Wikipedia gives the names of various reconstructors. Track them down and see if any of them would help you out. Worst they can do is say no.
posted by IndigoJones at 7:51 AM on November 18, 2011


I'm waiting for the Prokythera device to be discovered. (Can't have them both in the same room at the same time- big booms.)
posted by drhydro at 10:52 AM on November 18, 2011


"The watch is a concept piece only...

NOOOOOOOOOooooooooooo........"

Actually, that's probably for the best. Considering that Hublot watches retail for between $7500 to $30,000 I imagine an "Antikythera" model would force me to re-mortgage the house. And I would.
posted by TDavis at 12:30 PM on November 18, 2011


Wonderful. Yet another thing that I desperately need, yet will never be able to have.
posted by lekvar at 1:19 PM on November 18, 2011


I'm still frustrated by the lack of publicly available plans.

Never fear.
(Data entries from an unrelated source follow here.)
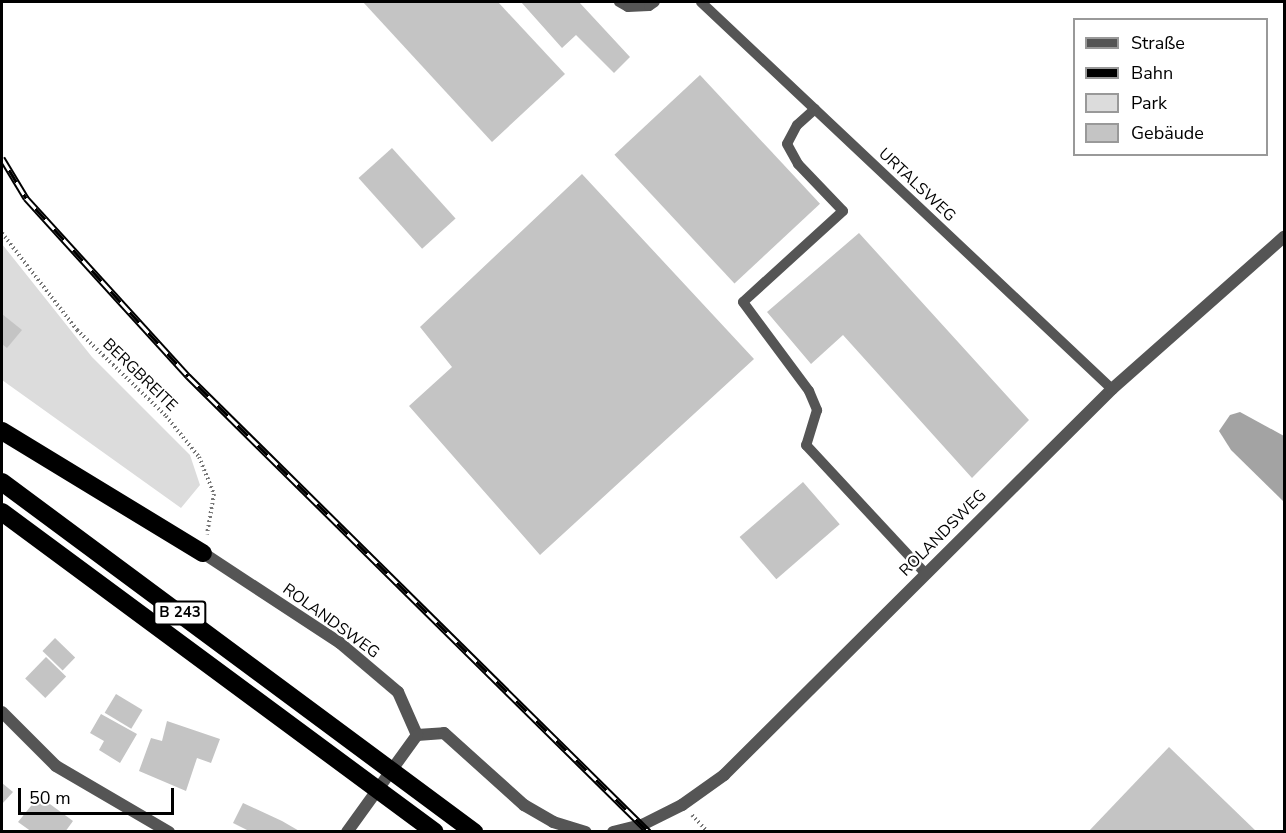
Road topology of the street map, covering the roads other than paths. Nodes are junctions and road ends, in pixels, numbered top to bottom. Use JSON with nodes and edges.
{"nodes":[{"id":1,"x":620,"y":2,"type":"edge"},
{"id":2,"x":655,"y":2,"type":"edge"},
{"id":3,"x":701,"y":2,"type":"edge"},
{"id":4,"x":815,"y":109,"type":"junction"},
{"id":5,"x":1284,"y":237,"type":"edge"},
{"id":6,"x":1112,"y":389,"type":"junction"},
{"id":7,"x":2,"y":431,"type":"edge"},
{"id":8,"x":2,"y":482,"type":"edge"},
{"id":9,"x":2,"y":512,"type":"edge"},
{"id":10,"x":203,"y":553,"type":"joint"},
{"id":11,"x":926,"y":574,"type":"junction"},
{"id":12,"x":2,"y":712,"type":"edge"},
{"id":13,"x":417,"y":735,"type":"junction"},
{"id":14,"x":169,"y":831,"type":"edge"},
{"id":15,"x":348,"y":831,"type":"edge"},
{"id":16,"x":435,"y":831,"type":"edge"},
{"id":17,"x":474,"y":831,"type":"edge"},
{"id":18,"x":585,"y":831,"type":"edge"},
{"id":19,"x":613,"y":831,"type":"edge"}],
"edges":[{"from":1,"to":2,"type":"lane"},
{"from":3,"to":4,"type":"lane","name":"URTALSWEG"},
{"from":4,"to":6,"type":"lane","name":"URTALSWEG"},
{"from":4,"to":11,"type":"lane"},
{"from":5,"to":6,"type":"street","name":"ROLANDSWEG"},
{"from":6,"to":11,"type":"street","name":"ROLANDSWEG"},
{"from":7,"to":10,"type":"highway"},
{"from":8,"to":17,"type":"highway","number":"B 243"},
{"from":9,"to":16,"type":"highway","number":"B 243"},
{"from":10,"to":13,"type":"street","name":"ROLANDSWEG"},
{"from":11,"to":19,"type":"street","name":"ROLANDSWEG"},
{"from":12,"to":14,"type":"street"},
{"from":13,"to":15,"type":"street"},
{"from":13,"to":18,"type":"street"}]}
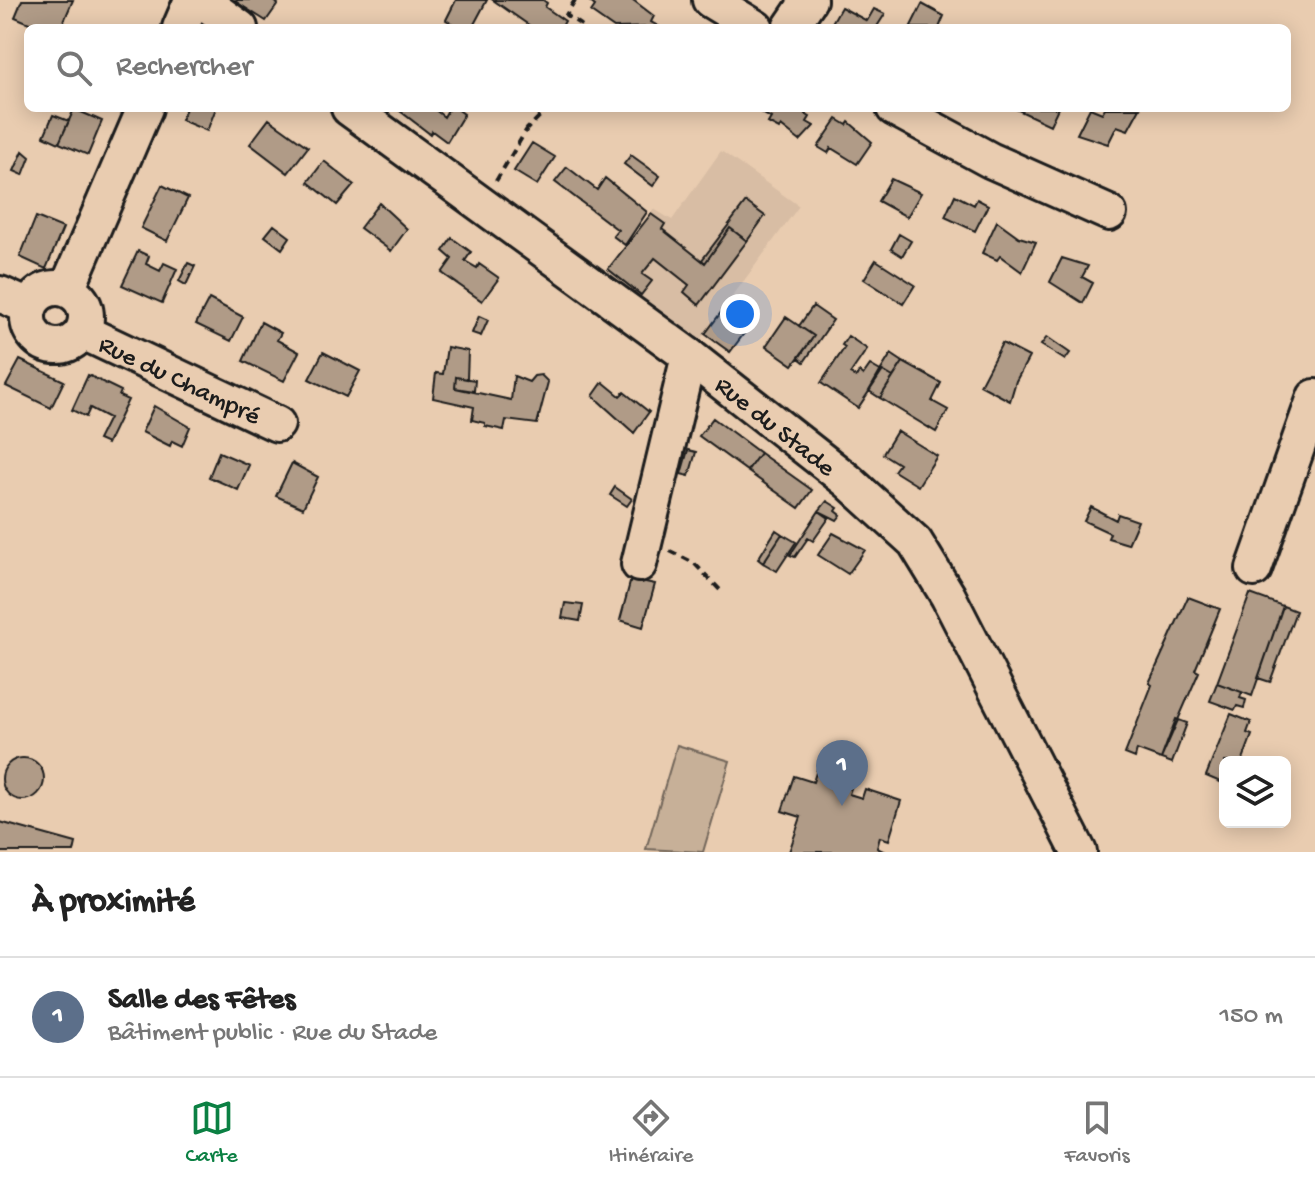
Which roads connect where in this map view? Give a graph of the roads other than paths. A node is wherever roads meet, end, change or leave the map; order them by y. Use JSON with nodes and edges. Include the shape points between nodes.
{"nodes":[{"id":1,"x":192,"y":0,"type":"edge"},
{"id":2,"x":201,"y":0,"type":"edge"},
{"id":3,"x":710,"y":0,"type":"edge"},
{"id":4,"x":809,"y":0,"type":"edge"},
{"id":5,"x":182,"y":24,"type":"edge"},
{"id":6,"x":234,"y":24,"type":"edge"},
{"id":7,"x":749,"y":24,"type":"edge"},
{"id":8,"x":793,"y":24,"type":"edge"},
{"id":9,"x":143,"y":112,"type":"edge"},
{"id":10,"x":354,"y":112,"type":"edge"},
{"id":11,"x":901,"y":112,"type":"edge"},
{"id":12,"x":1109,"y":213,"type":"dead end"},
{"id":13,"x":67,"y":289,"type":"junction"},
{"id":14,"x":15,"y":301,"type":"edge"},
{"id":15,"x":83,"y":332,"type":"junction"},
{"id":16,"x":689,"y":356,"type":"junction"},
{"id":17,"x":1315,"y":397,"type":"edge"},
{"id":18,"x":277,"y":424,"type":"dead end"},
{"id":19,"x":642,"y":551,"type":"road end"},
{"id":20,"x":1254,"y":569,"type":"dead end"},
{"id":21,"x":1079,"y":852,"type":"edge"}],
"edges":[{"from":1,"to":5,"type":"street"},
{"from":2,"to":6,"type":"street"},
{"from":3,"to":7,"type":"street"},
{"from":4,"to":8,"type":"street"},
{"from":9,"to":13,"type":"street"},
{"from":10,"to":16,"type":"street","name":"Rue du Stade"},
{"from":11,"to":12,"type":"street","via":[[990,160]]},
{"from":13,"to":14,"type":"street","via":[[52,288]]},
{"from":13,"to":15,"type":"street","via":[[80,300],[86,316]]},
{"from":14,"to":15,"type":"street","via":[[37,340],[53,347],[70,344]]},
{"from":15,"to":18,"type":"street","name":"Rue du Champré"},
{"from":16,"to":19,"type":"street"},
{"from":16,"to":21,"type":"street","name":"Rue du Stade","via":[[848,481],[915,542]]},
{"from":17,"to":20,"type":"street"}]}
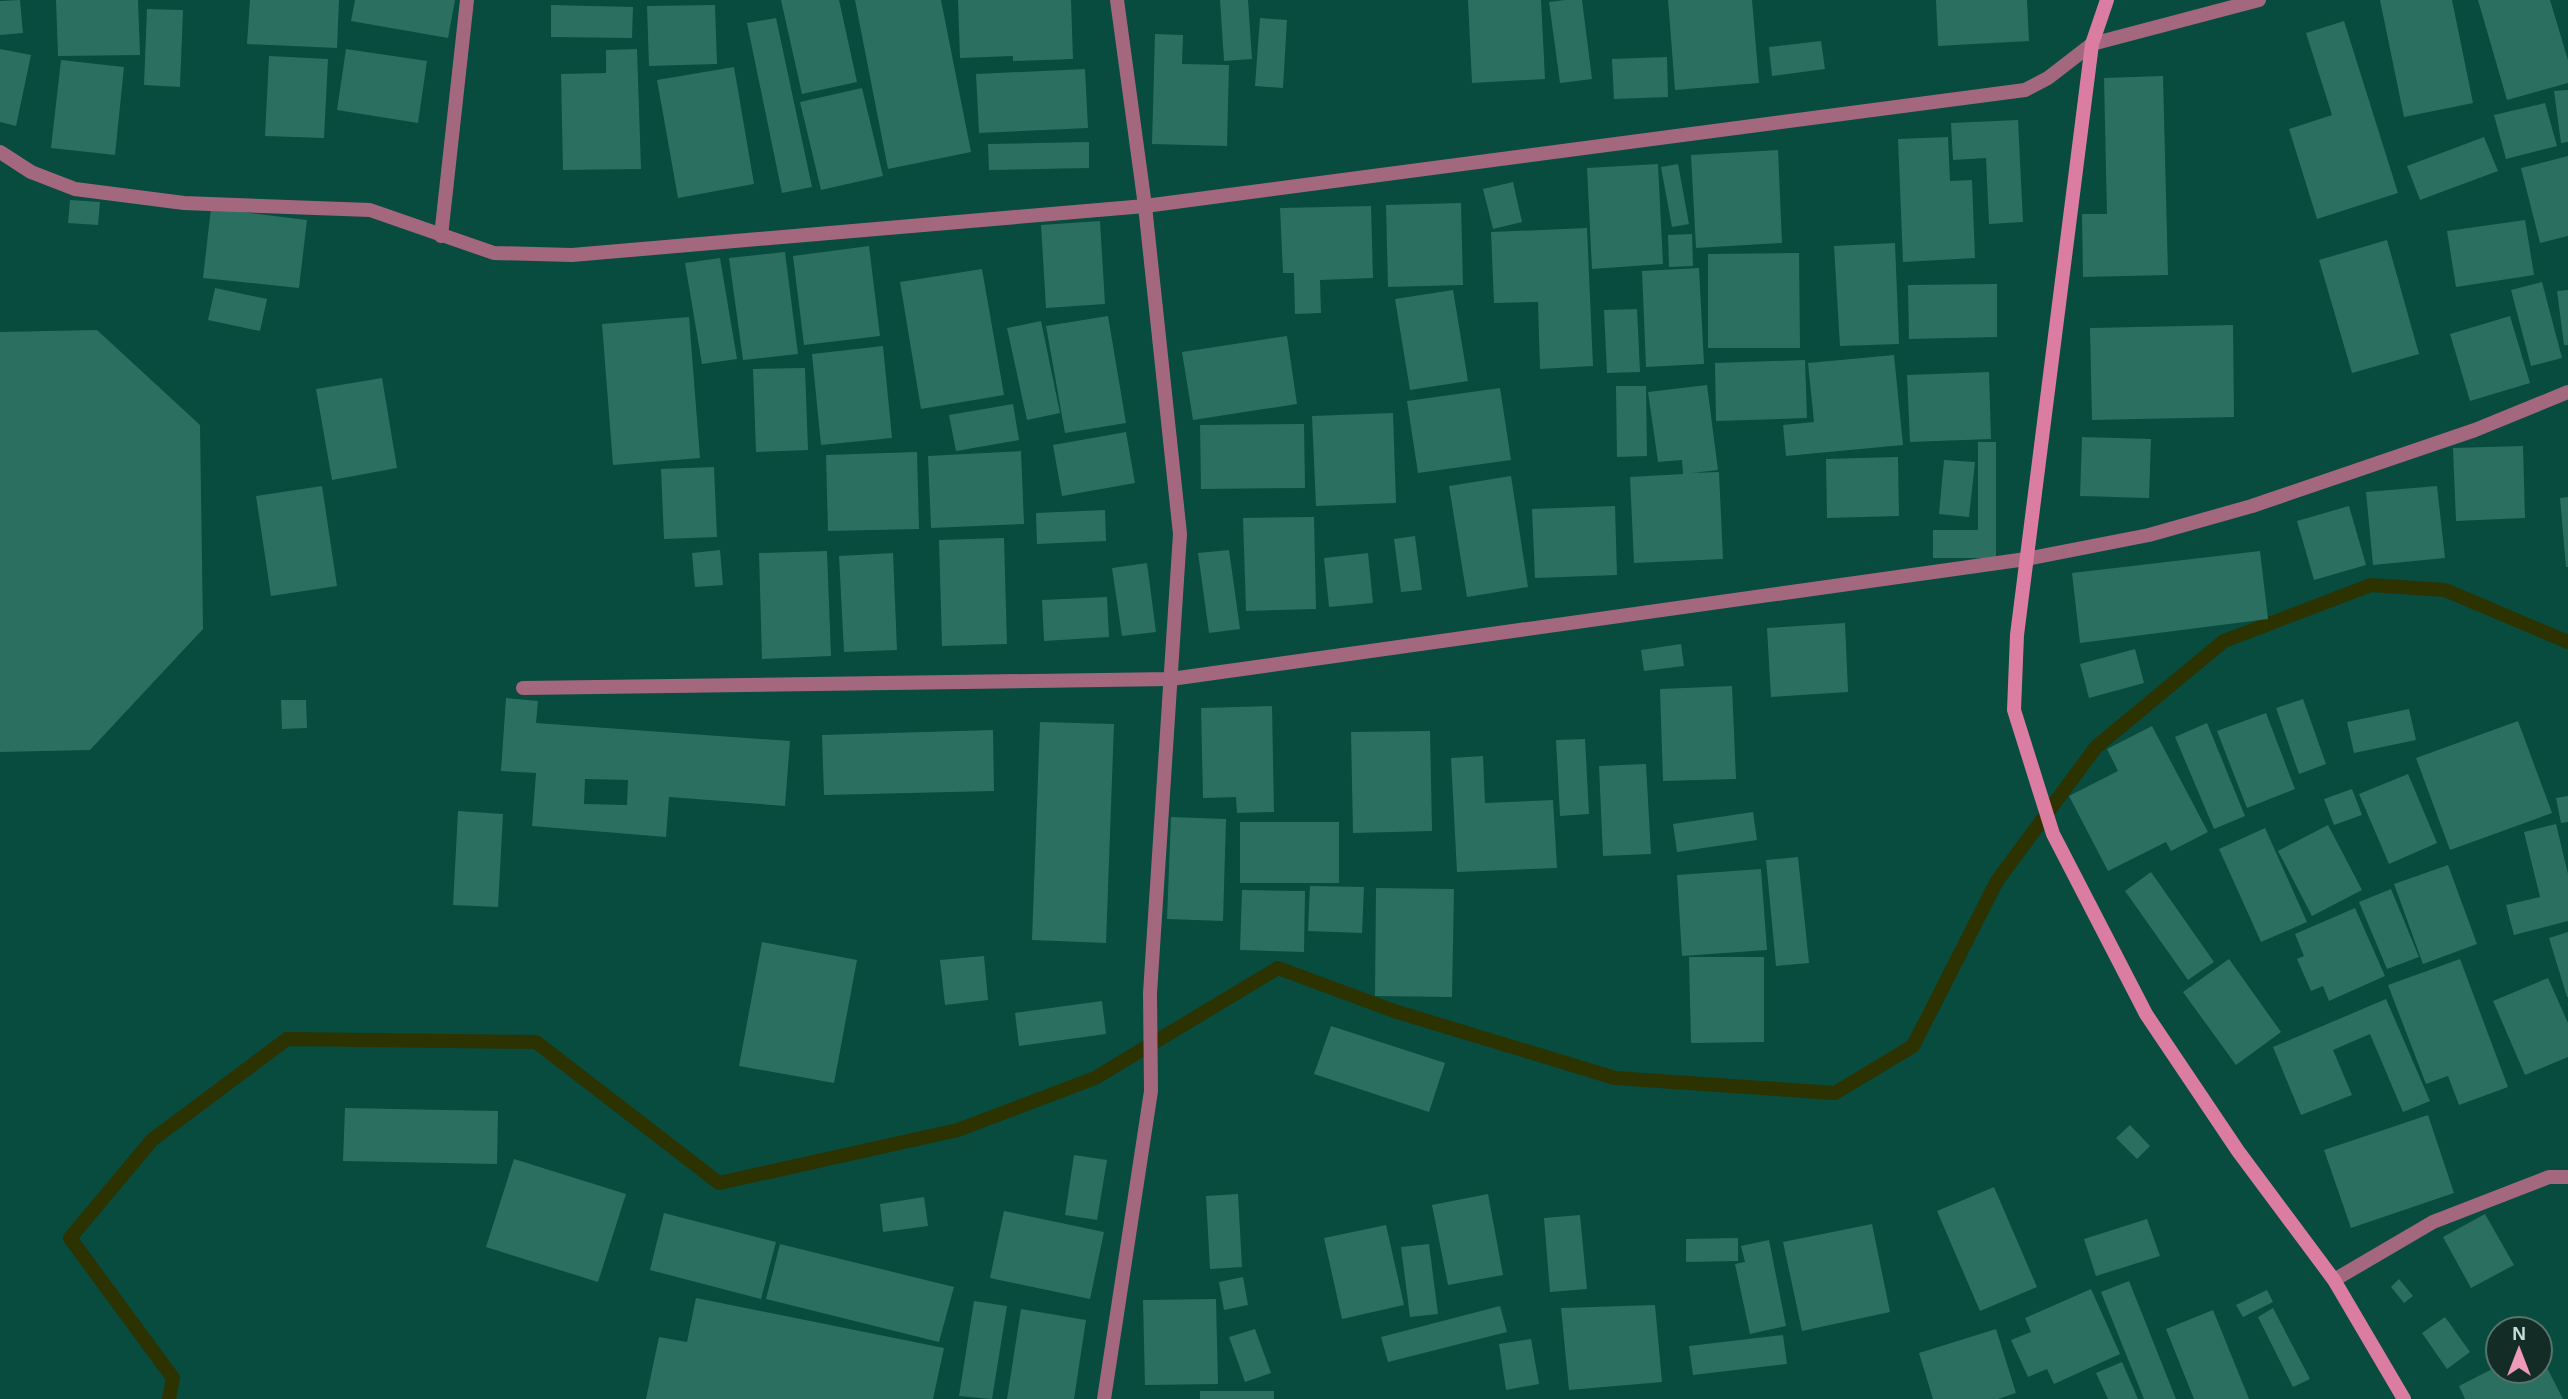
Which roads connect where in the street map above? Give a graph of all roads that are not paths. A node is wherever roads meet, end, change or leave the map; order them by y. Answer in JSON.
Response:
{"nodes":[{"id":1,"x":467,"y":0,"type":"edge"},
{"id":2,"x":1117,"y":0,"type":"edge"},
{"id":3,"x":2107,"y":0,"type":"edge"},
{"id":4,"x":2259,"y":0,"type":"edge"},
{"id":5,"x":2092,"y":44,"type":"junction"},
{"id":6,"x":0,"y":152,"type":"edge"},
{"id":7,"x":1144,"y":206,"type":"junction"},
{"id":8,"x":441,"y":236,"type":"junction"},
{"id":9,"x":2568,"y":392,"type":"edge"},
{"id":10,"x":2026,"y":559,"type":"junction"},
{"id":11,"x":1171,"y":679,"type":"junction"},
{"id":12,"x":523,"y":688,"type":"dead end"},
{"id":13,"x":2568,"y":1177,"type":"edge"},
{"id":14,"x":2334,"y":1280,"type":"junction"},
{"id":15,"x":1104,"y":1399,"type":"edge"},
{"id":16,"x":2404,"y":1399,"type":"edge"}],
"edges":[{"from":1,"to":8,"type":"street"},
{"from":2,"to":7,"type":"street"},
{"from":3,"to":5,"type":"street"},
{"from":4,"to":5,"type":"street"},
{"from":5,"to":7,"type":"street"},
{"from":5,"to":10,"type":"street"},
{"from":6,"to":8,"type":"street"},
{"from":7,"to":8,"type":"street"},
{"from":7,"to":11,"type":"street"},
{"from":9,"to":10,"type":"street"},
{"from":10,"to":11,"type":"street"},
{"from":10,"to":14,"type":"street"},
{"from":11,"to":12,"type":"street"},
{"from":11,"to":15,"type":"street"},
{"from":13,"to":14,"type":"street"},
{"from":14,"to":16,"type":"street"}]}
They're in the same competent hands as the Dead Sea scrolls. Full details will be forthcoming shortly!
posted by Twang at 3:15 PM on November 18, 2011


Want.
posted by LordSludge at 5:42 PM on November 18, 2011


That's a neat article! It's quite something to think that Archimedes himself may have invented the technology behind the Antikythera mechanism. And that the knowledge didn't die with him but was carried on by intellectual successors who were capable of producing complex mechanisms like this one eighty years after his death.